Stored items
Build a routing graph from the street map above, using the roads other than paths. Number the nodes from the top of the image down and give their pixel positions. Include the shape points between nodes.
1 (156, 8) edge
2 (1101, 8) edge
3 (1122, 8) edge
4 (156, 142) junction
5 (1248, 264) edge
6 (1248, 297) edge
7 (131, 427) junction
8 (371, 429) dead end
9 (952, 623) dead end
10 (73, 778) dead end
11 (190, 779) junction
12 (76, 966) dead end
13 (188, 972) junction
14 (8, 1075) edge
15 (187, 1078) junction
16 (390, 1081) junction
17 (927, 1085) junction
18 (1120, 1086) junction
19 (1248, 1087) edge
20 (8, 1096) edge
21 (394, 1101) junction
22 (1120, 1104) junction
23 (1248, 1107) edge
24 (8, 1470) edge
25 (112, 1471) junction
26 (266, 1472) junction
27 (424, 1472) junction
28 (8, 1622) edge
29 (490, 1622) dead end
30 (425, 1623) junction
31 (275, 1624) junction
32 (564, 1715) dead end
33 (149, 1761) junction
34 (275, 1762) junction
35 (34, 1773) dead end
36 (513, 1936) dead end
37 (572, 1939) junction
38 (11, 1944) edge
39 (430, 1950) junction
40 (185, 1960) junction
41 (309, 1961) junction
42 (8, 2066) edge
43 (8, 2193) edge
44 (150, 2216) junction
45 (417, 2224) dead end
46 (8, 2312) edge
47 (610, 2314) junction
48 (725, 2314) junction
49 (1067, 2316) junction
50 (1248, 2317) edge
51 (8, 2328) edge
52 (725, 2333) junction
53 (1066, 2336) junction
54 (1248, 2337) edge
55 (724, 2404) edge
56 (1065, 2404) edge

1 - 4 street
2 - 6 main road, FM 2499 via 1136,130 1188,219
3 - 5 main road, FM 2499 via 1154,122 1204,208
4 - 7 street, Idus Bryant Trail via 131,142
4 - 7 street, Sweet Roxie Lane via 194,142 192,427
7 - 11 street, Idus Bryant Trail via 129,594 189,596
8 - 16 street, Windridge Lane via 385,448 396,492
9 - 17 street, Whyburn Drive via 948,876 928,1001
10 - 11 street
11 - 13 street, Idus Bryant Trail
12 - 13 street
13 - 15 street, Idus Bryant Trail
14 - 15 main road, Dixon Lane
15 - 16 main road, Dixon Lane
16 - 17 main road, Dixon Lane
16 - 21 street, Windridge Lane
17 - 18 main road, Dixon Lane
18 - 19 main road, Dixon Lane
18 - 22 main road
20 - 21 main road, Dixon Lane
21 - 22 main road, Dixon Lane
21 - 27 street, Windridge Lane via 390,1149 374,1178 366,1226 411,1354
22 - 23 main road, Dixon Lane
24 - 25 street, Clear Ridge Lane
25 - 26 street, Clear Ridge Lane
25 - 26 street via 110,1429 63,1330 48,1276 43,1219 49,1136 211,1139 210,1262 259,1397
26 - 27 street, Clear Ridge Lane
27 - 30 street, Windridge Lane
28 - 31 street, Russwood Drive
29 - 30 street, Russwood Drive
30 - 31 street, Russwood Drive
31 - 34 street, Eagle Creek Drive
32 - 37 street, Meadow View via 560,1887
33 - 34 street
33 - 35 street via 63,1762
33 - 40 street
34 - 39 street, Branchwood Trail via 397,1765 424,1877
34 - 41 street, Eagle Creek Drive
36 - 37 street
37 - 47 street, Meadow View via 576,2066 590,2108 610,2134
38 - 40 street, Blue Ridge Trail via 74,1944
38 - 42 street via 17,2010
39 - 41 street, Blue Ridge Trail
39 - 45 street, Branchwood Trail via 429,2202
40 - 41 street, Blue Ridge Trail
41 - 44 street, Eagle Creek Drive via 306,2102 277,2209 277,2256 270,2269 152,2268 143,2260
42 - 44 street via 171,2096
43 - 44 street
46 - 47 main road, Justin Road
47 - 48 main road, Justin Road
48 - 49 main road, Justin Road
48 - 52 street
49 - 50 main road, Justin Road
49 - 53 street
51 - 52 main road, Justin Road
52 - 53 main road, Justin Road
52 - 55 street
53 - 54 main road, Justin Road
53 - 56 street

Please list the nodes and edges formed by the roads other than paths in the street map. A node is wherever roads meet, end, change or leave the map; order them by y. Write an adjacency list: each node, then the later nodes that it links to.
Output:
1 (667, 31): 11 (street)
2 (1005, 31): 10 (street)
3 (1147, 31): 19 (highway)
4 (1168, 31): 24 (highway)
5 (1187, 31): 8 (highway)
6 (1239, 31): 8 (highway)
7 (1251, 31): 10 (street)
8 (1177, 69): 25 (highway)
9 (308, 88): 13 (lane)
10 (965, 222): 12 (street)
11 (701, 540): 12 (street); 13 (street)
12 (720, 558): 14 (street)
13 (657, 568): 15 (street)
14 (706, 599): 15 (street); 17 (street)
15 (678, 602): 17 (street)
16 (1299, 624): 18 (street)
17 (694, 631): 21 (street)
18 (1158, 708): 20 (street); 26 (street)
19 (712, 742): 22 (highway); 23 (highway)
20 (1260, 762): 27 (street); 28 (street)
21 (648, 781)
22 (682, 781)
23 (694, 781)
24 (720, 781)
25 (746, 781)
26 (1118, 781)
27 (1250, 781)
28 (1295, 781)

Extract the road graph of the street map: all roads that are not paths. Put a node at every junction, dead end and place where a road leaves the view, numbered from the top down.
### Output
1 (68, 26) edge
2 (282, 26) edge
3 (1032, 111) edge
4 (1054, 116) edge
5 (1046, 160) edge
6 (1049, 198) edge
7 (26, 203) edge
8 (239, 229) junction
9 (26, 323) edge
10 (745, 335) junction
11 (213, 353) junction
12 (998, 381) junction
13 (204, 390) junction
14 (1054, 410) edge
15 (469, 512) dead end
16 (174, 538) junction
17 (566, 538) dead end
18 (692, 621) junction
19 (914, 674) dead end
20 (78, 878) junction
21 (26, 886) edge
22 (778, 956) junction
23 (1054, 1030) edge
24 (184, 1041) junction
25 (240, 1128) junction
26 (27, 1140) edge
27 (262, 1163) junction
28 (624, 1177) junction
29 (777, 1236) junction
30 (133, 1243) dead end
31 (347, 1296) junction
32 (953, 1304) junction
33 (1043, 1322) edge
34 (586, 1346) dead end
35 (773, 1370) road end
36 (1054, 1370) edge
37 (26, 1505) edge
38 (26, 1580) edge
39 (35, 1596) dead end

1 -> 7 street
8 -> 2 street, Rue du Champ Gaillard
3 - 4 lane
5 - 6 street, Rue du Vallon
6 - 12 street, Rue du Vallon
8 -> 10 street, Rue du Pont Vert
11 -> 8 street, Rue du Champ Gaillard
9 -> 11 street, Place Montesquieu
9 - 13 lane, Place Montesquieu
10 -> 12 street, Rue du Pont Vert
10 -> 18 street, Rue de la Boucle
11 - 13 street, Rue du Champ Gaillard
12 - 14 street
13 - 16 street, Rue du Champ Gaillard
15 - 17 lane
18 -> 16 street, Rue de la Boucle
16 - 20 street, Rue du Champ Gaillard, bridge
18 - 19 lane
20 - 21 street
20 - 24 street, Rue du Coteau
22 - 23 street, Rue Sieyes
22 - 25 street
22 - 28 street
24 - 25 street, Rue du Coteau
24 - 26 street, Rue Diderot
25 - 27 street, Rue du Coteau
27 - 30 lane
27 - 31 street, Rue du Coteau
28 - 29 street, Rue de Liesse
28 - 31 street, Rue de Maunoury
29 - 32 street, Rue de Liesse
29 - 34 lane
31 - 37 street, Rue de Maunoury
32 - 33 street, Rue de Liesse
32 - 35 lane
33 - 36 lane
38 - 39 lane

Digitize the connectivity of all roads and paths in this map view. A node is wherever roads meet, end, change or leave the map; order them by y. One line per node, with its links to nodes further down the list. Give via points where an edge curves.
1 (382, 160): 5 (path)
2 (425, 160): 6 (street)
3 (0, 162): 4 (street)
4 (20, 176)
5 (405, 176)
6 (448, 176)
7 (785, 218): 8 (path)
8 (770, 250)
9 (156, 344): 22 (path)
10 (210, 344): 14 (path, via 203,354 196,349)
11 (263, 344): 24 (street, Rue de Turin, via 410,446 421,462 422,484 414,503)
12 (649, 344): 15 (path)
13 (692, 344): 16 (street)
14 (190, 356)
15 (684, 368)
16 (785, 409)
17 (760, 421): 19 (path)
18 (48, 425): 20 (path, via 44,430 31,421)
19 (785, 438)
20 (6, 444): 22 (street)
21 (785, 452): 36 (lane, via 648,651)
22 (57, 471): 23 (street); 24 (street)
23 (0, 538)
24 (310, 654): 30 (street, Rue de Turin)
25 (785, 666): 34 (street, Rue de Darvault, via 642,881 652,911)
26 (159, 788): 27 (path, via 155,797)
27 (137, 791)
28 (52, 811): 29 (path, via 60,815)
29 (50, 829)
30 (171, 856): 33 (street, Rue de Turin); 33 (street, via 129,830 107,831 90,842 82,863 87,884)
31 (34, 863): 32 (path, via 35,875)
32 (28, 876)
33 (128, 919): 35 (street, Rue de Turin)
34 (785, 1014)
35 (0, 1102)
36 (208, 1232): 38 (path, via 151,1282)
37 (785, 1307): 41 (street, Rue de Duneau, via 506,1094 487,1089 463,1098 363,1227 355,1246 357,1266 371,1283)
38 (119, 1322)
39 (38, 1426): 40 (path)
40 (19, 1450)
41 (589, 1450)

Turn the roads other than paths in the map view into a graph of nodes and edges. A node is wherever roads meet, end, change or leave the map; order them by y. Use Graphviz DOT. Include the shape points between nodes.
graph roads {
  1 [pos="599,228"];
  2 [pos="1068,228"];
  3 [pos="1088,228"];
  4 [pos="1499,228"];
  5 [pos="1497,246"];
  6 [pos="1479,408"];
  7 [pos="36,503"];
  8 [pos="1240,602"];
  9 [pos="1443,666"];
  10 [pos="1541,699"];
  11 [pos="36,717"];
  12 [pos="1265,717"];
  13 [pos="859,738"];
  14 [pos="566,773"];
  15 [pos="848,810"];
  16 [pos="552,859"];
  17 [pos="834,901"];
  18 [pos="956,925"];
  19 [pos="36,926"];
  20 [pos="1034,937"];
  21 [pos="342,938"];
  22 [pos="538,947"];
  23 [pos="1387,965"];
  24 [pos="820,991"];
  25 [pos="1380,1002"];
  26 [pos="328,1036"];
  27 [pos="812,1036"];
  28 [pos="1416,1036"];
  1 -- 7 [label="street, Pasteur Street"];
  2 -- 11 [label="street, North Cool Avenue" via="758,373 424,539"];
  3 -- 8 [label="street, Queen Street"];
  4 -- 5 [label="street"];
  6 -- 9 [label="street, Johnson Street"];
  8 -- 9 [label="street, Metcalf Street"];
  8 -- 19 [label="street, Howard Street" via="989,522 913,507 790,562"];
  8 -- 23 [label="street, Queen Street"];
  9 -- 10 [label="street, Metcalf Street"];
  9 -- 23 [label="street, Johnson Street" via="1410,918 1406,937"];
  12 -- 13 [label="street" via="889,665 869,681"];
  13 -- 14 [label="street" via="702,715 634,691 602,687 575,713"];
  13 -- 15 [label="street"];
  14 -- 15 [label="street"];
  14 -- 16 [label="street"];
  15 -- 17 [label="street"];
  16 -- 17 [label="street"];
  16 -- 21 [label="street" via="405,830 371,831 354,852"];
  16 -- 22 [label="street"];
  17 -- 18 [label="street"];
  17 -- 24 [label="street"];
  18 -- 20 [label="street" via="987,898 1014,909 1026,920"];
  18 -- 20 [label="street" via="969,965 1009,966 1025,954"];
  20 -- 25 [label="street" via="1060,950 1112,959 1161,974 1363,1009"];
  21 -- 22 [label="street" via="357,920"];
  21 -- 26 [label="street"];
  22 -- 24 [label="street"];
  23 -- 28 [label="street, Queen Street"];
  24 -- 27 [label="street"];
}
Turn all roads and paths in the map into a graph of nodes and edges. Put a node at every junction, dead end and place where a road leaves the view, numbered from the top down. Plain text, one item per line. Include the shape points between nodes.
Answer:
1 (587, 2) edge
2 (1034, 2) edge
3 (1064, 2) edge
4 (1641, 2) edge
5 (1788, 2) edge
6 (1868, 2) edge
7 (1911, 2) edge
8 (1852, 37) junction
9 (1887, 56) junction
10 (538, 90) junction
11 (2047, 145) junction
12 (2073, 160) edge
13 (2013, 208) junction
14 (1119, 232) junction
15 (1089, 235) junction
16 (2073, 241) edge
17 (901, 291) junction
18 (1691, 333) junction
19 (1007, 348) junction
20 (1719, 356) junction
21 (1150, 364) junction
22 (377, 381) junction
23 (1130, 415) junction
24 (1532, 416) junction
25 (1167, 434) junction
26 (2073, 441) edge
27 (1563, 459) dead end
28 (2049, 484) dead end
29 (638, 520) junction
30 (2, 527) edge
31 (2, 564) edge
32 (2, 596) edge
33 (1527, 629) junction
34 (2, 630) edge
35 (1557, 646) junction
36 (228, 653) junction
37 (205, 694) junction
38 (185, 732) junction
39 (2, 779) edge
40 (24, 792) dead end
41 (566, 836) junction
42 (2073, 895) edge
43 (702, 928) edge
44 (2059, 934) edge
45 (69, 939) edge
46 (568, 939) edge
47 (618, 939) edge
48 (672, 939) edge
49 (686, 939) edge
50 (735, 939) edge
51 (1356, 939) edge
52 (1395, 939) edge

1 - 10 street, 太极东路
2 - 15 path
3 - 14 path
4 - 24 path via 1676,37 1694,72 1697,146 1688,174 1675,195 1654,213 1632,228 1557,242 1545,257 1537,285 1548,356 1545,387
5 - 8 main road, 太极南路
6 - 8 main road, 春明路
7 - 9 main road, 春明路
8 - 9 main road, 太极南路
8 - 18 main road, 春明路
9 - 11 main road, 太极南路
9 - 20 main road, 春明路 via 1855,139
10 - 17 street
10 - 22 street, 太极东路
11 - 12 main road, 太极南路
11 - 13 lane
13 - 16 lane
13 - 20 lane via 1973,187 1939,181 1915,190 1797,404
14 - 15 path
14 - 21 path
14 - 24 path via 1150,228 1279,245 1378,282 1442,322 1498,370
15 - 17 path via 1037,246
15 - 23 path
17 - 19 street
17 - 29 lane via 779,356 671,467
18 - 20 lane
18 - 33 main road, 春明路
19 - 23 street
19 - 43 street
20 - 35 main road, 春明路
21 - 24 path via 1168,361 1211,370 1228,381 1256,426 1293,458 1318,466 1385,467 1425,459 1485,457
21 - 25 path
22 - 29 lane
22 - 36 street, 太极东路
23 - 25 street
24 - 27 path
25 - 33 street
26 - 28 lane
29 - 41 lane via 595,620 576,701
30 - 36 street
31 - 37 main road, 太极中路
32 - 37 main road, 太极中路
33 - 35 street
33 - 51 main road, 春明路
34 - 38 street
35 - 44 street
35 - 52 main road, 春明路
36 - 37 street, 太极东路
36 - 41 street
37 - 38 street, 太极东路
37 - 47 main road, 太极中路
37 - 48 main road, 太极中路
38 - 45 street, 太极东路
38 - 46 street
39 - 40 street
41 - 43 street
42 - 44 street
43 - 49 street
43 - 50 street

• **Activity**
Where the string "leaves" turns up in a line of the data above, copy that whole line.

• **Solution**
Extract the road graph of the street map: all roads that are not paths. Put a node at every junction, dead end and place where a road leaves the view, numbered from the top down.
Turn all roads and paths in the map into a graph of nodes and edges. Put a node at every junction, dead end and place where a road leaves the view, numbered from the top down. Plain text, one item per line. Include the shape points between nodes.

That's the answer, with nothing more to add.